··· Data under study
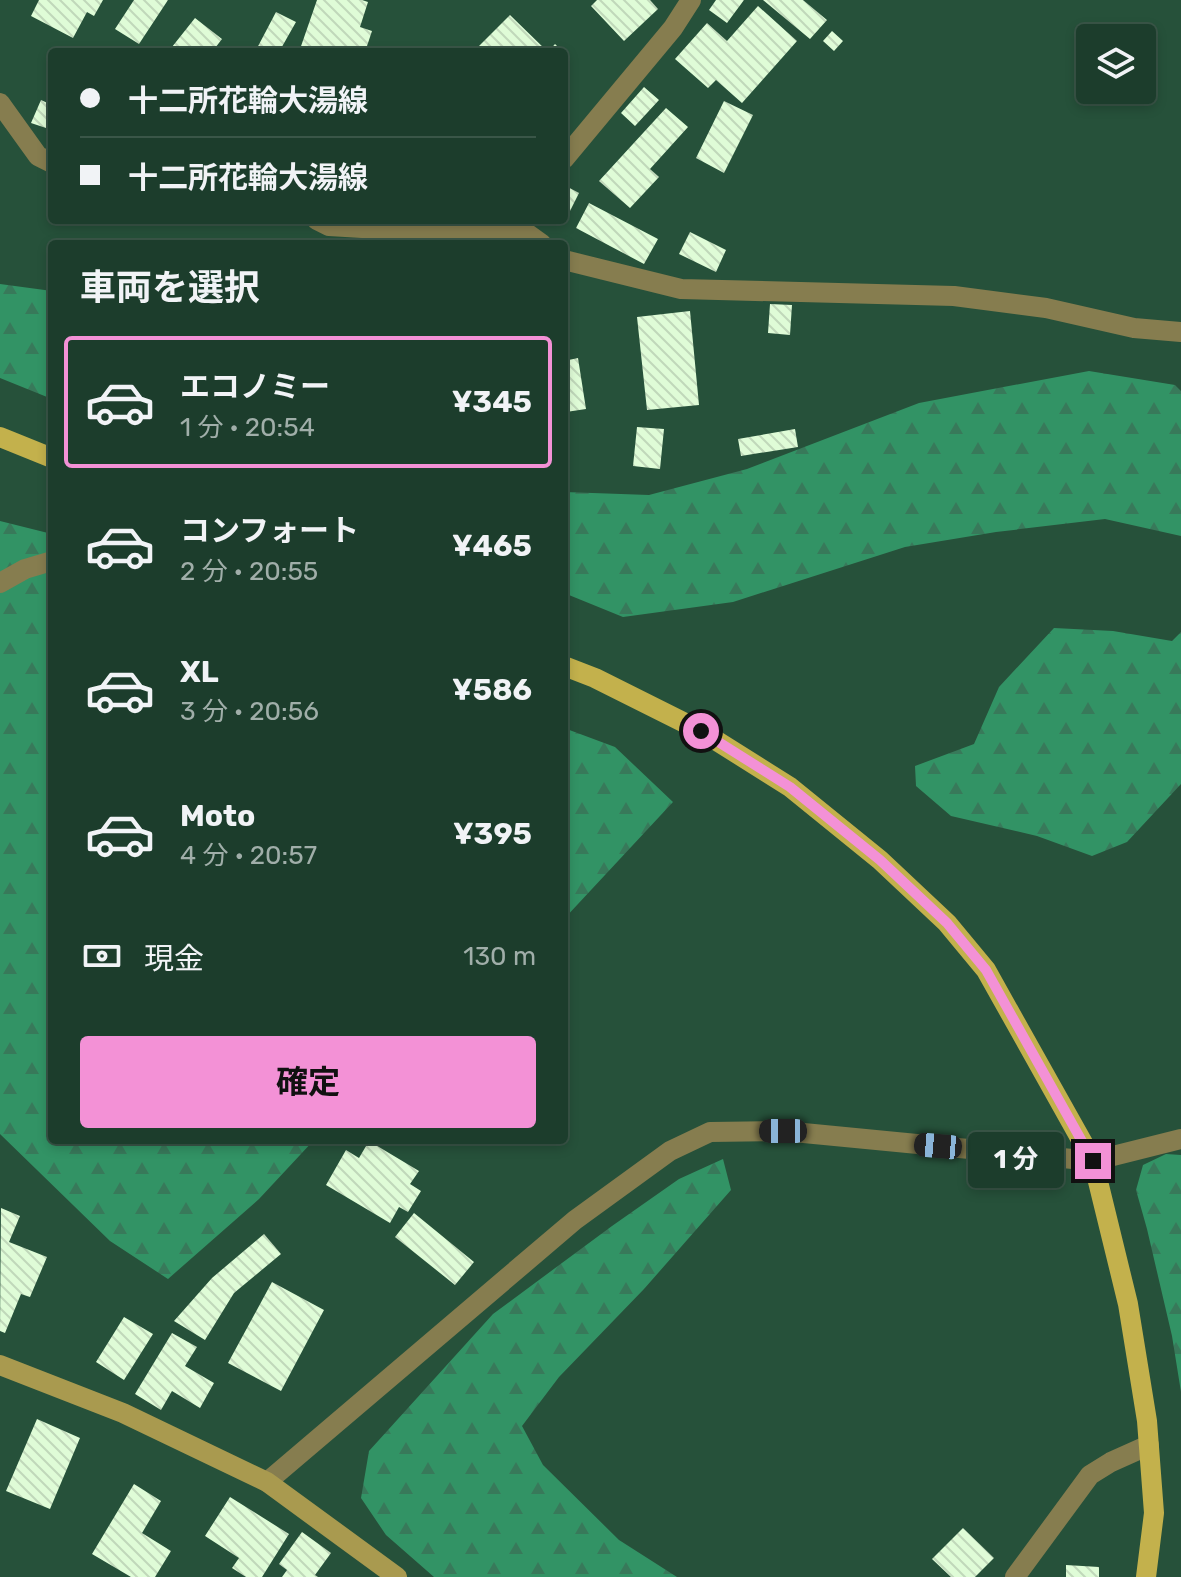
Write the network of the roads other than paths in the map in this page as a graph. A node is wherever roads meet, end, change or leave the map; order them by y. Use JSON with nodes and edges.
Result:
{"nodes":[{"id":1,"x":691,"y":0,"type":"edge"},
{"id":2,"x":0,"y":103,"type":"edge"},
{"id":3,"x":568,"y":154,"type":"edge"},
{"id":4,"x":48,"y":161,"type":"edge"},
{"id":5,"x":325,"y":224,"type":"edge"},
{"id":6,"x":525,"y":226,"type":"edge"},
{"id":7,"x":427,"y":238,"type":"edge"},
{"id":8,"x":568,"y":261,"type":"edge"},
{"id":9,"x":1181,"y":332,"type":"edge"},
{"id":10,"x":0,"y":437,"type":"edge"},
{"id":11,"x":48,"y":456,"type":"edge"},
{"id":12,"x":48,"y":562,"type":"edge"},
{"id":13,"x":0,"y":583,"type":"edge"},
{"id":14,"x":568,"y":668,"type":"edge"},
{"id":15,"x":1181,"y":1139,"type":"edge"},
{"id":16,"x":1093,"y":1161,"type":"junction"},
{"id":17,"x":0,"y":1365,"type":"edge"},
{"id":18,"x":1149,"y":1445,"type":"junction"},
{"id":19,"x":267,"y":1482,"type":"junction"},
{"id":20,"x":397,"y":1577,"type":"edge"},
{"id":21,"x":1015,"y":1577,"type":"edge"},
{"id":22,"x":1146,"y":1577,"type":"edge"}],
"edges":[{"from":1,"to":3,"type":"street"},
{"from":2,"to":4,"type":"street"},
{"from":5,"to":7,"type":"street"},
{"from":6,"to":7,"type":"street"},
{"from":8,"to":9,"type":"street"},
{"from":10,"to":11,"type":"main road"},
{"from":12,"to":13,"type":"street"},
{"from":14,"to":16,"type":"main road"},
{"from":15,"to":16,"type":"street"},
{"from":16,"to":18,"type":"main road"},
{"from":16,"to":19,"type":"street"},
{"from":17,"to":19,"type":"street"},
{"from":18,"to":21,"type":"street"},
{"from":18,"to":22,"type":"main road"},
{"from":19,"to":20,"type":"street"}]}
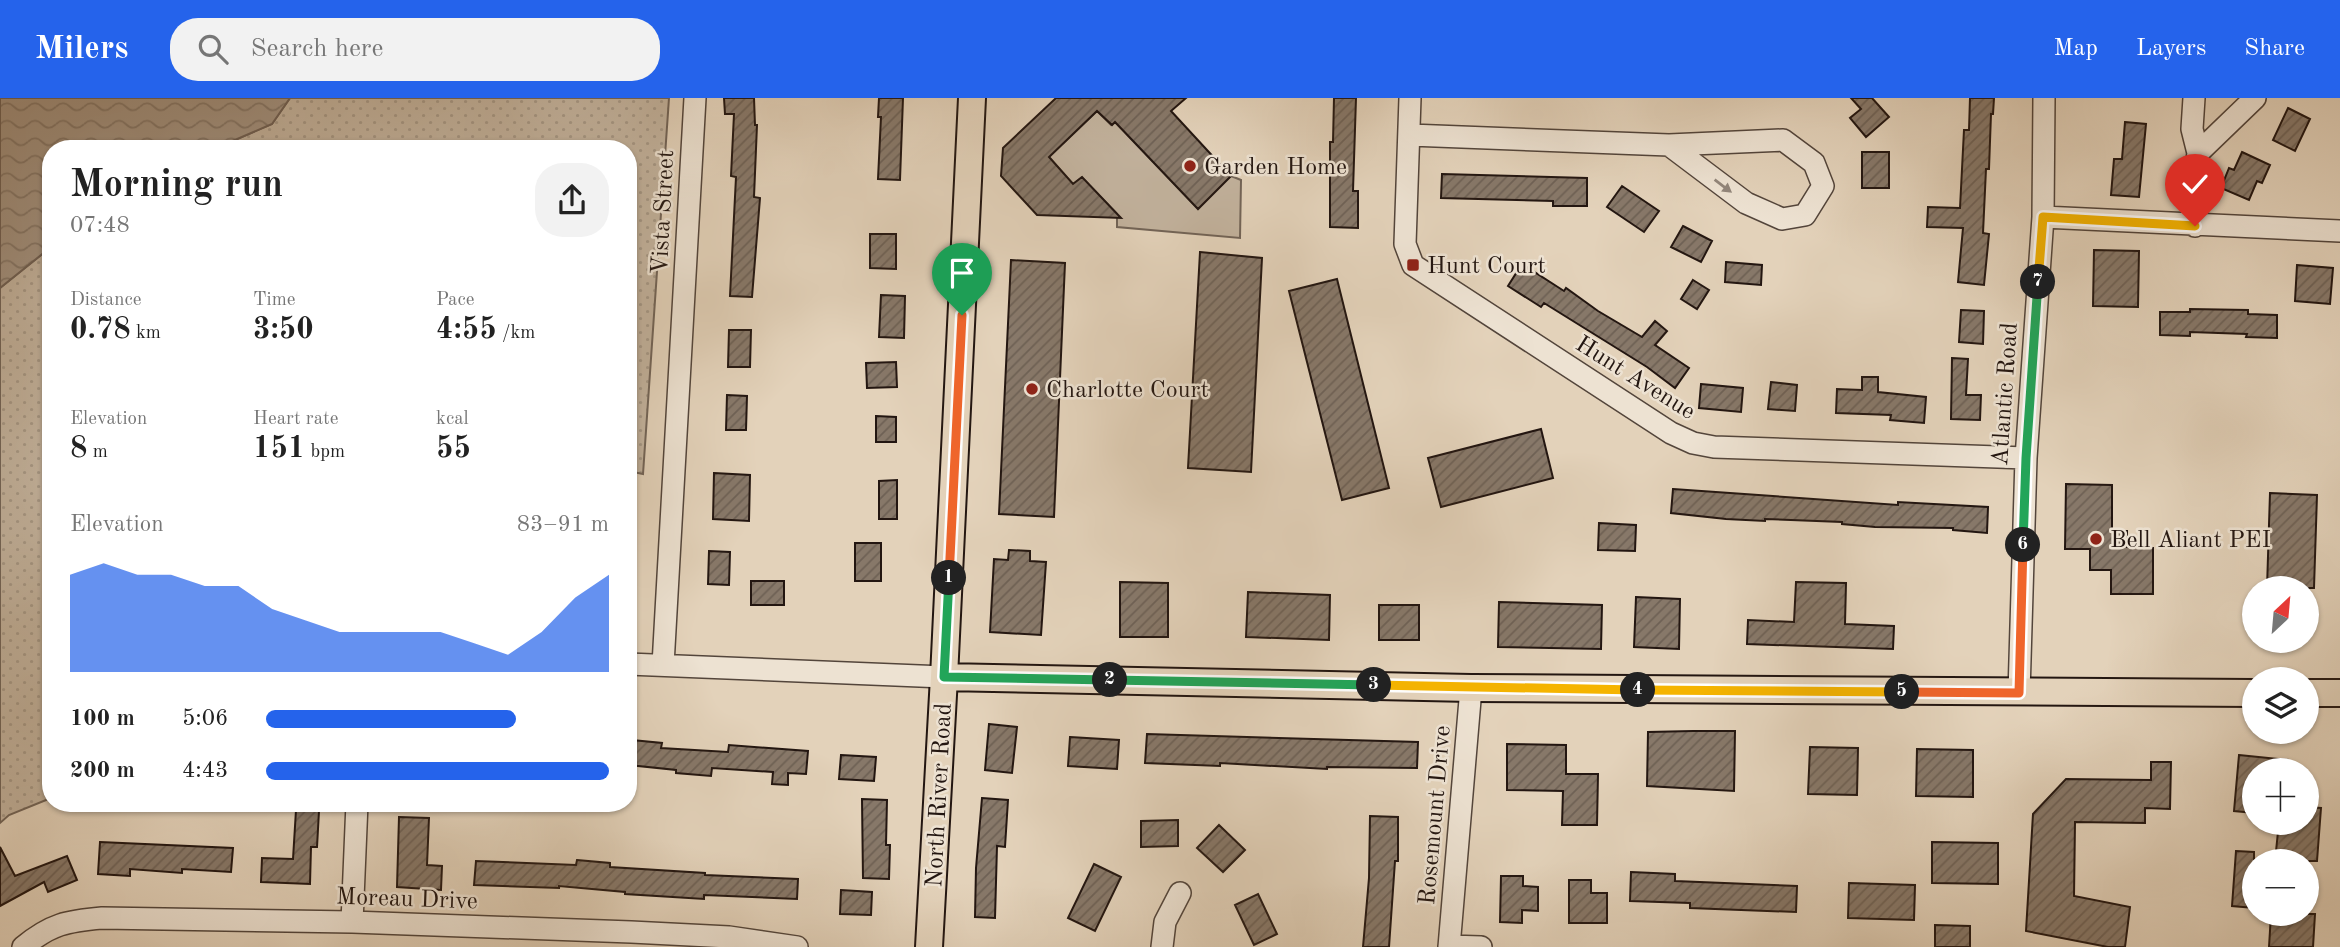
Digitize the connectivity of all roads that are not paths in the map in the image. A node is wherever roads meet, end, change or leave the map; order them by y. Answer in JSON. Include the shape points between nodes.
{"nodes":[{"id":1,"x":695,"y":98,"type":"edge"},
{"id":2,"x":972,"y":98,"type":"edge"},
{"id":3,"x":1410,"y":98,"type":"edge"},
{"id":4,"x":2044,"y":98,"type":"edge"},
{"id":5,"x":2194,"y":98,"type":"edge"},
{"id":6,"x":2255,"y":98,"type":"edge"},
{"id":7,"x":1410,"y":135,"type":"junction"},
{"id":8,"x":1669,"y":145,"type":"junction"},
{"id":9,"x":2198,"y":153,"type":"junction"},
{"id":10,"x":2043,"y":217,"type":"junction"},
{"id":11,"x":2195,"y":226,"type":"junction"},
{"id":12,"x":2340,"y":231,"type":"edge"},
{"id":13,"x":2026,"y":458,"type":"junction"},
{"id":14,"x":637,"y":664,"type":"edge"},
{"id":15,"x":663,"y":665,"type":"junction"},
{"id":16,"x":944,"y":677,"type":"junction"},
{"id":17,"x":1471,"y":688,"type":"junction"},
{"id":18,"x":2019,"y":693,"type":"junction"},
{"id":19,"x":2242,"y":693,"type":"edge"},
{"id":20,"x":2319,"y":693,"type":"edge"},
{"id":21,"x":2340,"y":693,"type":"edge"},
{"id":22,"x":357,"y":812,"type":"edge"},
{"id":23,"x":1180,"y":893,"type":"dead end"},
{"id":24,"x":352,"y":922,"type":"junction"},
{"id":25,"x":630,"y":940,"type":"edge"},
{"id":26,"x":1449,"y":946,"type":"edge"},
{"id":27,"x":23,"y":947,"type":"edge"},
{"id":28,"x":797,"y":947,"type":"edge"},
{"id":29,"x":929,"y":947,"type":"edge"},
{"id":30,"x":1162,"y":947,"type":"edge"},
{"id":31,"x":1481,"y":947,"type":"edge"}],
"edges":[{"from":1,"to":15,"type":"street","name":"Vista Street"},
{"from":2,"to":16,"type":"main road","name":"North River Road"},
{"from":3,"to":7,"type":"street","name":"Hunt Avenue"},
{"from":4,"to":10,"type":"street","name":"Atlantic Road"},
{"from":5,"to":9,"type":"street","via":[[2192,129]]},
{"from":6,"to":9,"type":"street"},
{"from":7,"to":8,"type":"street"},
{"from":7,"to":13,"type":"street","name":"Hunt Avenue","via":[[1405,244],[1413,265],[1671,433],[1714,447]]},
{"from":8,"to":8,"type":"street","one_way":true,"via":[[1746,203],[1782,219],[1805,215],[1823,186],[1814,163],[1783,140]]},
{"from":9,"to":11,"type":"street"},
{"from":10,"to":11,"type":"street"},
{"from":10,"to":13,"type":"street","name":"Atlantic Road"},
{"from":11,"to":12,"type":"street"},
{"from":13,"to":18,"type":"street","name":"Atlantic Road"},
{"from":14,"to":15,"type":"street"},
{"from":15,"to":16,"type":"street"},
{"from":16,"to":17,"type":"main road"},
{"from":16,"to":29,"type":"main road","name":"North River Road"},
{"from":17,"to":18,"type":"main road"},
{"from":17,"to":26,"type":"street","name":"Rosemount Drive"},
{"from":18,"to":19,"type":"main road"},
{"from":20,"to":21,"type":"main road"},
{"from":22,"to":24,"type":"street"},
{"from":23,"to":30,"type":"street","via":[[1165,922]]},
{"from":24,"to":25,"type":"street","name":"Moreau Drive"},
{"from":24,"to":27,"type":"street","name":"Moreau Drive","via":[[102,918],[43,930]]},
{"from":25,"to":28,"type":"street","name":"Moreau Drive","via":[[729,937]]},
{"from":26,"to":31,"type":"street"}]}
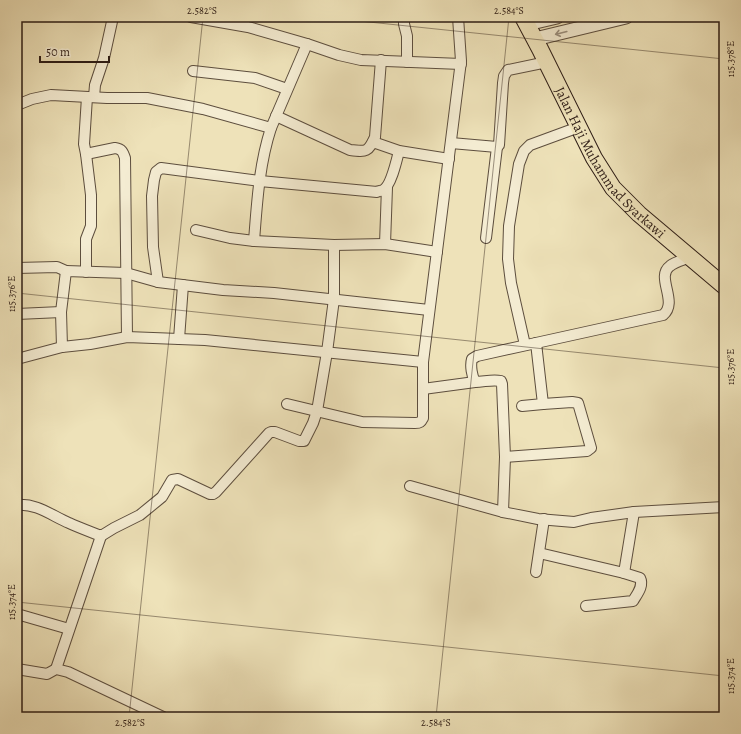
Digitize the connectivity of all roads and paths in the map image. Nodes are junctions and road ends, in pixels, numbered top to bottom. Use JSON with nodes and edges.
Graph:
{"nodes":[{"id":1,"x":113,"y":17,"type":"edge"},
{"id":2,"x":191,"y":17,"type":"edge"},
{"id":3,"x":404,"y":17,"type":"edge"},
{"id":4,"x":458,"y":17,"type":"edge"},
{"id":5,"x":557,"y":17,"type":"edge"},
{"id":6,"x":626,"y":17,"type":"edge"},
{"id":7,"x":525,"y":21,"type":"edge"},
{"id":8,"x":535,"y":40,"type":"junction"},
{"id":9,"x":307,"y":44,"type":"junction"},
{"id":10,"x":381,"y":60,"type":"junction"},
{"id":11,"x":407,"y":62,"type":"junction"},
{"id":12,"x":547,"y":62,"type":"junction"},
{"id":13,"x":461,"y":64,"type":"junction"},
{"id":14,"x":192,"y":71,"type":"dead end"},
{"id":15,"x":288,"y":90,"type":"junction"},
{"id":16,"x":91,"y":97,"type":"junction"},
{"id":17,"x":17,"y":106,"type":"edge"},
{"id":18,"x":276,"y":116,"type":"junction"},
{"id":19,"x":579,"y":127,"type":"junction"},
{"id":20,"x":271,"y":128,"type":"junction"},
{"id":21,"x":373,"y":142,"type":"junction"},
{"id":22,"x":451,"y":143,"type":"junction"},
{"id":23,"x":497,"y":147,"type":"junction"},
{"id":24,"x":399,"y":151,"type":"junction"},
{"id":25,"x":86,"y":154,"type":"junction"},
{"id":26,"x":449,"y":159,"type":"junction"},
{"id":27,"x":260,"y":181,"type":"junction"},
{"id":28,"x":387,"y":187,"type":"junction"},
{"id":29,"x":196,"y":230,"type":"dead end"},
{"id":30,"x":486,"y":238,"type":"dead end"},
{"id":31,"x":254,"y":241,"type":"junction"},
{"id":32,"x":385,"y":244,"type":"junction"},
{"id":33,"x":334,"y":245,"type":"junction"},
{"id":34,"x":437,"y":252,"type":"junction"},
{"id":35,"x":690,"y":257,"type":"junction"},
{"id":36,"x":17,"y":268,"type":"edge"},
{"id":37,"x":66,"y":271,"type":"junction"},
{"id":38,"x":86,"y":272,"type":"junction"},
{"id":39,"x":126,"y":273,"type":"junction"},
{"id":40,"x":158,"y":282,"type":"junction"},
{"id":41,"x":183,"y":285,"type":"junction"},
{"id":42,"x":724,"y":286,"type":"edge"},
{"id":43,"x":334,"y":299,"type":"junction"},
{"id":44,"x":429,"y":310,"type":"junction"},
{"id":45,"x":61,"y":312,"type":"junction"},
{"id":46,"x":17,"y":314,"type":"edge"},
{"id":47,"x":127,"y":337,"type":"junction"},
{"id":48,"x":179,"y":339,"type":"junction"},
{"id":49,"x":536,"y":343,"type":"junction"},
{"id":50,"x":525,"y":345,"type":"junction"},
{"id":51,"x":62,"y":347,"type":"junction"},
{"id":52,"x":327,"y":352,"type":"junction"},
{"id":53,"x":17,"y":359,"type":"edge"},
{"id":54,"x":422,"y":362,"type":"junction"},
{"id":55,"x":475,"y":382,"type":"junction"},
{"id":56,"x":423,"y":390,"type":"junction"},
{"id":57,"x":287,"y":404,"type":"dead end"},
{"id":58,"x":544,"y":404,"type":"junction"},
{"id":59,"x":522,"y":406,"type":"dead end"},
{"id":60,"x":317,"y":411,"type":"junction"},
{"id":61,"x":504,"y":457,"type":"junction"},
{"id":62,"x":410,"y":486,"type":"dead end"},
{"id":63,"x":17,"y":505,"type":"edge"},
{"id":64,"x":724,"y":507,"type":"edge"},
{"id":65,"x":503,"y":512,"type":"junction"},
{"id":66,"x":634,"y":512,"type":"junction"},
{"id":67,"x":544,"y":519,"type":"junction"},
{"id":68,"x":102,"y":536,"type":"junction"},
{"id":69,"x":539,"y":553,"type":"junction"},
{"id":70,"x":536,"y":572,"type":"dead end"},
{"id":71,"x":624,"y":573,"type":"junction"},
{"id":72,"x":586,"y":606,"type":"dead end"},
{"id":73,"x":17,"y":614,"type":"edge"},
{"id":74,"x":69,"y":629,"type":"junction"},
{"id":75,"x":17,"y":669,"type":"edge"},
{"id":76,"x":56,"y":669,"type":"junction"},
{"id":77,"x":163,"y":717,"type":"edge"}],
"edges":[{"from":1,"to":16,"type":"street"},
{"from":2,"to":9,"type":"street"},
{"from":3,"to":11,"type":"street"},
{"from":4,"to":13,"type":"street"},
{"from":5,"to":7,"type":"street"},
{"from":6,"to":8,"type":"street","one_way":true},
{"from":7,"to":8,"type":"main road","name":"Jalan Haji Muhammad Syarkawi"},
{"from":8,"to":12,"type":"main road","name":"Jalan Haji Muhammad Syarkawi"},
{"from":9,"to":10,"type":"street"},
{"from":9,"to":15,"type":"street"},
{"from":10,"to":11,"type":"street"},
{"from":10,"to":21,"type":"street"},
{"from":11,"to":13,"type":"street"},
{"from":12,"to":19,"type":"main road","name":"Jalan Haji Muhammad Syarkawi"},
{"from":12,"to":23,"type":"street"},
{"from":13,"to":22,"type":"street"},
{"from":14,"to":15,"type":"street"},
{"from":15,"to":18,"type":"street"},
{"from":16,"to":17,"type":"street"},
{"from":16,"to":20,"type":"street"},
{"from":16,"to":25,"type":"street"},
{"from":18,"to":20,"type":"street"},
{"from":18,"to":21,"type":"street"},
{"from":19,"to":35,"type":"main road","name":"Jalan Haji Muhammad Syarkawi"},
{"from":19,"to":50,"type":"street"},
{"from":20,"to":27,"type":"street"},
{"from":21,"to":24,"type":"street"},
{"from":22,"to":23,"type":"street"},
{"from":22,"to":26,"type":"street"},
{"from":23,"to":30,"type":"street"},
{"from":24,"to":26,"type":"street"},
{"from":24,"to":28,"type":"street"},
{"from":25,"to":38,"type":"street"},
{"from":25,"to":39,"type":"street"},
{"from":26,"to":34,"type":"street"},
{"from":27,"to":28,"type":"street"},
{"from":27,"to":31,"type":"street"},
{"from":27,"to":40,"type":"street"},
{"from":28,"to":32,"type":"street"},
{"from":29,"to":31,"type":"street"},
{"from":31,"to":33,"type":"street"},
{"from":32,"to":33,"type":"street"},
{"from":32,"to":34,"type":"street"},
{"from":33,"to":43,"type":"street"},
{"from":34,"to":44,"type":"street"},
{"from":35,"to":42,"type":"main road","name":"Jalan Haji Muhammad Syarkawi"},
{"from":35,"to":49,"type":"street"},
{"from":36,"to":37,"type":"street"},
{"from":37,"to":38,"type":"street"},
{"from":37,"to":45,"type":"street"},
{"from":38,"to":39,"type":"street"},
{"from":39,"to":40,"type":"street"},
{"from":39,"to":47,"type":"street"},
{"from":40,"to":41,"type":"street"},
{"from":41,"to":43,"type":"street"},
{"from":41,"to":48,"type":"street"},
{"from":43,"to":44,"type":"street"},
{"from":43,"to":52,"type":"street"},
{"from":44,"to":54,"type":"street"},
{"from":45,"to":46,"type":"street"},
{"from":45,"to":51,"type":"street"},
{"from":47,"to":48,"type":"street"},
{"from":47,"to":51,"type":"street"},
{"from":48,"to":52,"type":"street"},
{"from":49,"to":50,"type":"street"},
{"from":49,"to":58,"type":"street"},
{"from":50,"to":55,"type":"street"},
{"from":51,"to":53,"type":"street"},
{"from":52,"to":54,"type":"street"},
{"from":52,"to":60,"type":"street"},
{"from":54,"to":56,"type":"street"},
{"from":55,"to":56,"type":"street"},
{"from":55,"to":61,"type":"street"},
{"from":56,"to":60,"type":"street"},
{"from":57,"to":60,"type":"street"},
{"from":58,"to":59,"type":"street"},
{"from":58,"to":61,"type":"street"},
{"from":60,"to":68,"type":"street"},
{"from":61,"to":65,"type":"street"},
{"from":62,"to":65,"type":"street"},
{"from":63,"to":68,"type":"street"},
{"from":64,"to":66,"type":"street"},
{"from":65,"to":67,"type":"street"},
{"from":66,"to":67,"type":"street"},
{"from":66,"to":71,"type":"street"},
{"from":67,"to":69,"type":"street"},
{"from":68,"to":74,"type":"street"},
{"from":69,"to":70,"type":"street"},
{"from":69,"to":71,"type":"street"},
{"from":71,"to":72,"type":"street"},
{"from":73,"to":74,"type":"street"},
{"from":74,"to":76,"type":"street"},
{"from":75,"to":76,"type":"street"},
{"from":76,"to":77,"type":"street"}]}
······
▸ **Task prompt**:
Your answer must be the count of lines in the data that contain "Drive", with no added words.

▸ **Solution**:
4